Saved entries
Content starts
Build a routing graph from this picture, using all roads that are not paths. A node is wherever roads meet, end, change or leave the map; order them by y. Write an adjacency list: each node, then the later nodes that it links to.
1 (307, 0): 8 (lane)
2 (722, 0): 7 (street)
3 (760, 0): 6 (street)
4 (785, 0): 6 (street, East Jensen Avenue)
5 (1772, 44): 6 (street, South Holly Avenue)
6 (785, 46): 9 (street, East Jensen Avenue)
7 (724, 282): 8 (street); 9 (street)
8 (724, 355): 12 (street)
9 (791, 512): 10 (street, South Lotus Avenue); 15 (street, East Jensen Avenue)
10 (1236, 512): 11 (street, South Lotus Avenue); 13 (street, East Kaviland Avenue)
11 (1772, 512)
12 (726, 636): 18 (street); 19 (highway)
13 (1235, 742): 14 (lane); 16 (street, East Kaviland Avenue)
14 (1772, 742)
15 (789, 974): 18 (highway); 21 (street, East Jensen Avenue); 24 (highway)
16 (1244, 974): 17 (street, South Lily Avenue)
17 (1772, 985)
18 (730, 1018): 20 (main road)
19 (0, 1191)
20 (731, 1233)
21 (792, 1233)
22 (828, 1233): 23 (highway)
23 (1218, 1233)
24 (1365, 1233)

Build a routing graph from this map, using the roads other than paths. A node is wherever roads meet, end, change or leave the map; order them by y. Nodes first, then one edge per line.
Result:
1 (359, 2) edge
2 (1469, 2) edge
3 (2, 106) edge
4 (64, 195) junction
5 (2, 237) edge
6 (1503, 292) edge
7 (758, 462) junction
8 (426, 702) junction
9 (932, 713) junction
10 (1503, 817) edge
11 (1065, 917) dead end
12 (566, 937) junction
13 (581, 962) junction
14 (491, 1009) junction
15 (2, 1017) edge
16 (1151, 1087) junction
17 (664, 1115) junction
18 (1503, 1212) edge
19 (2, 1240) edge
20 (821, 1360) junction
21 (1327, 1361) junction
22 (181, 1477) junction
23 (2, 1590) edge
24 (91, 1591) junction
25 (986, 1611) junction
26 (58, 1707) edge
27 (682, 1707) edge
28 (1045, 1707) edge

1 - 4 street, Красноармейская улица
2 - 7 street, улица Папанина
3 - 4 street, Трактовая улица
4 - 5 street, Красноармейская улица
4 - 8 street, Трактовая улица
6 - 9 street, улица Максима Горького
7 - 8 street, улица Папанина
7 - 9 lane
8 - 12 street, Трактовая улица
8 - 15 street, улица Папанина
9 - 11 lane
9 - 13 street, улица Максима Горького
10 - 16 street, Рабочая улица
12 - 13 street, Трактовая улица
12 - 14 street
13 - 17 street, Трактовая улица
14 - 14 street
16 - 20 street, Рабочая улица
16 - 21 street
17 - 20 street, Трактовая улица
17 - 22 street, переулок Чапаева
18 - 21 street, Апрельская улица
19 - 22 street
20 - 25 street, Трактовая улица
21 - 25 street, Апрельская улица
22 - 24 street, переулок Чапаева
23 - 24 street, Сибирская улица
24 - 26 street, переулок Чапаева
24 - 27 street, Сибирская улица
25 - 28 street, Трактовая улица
Content ends
> [What to work on]
Report each line in the data that holds the word "from".

> [Reply to the exercise]
Build a routing graph from this picture, using all roads that are not paths. A node is wherever roads meet, end, change or leave the map; order them by y. Write an adjacency list: each node, then the later nodes that it links to.
Build a routing graph from this map, using the roads other than paths. A node is wherever roads meet, end, change or leave the map; order them by y. Nodes first, then one edge per line.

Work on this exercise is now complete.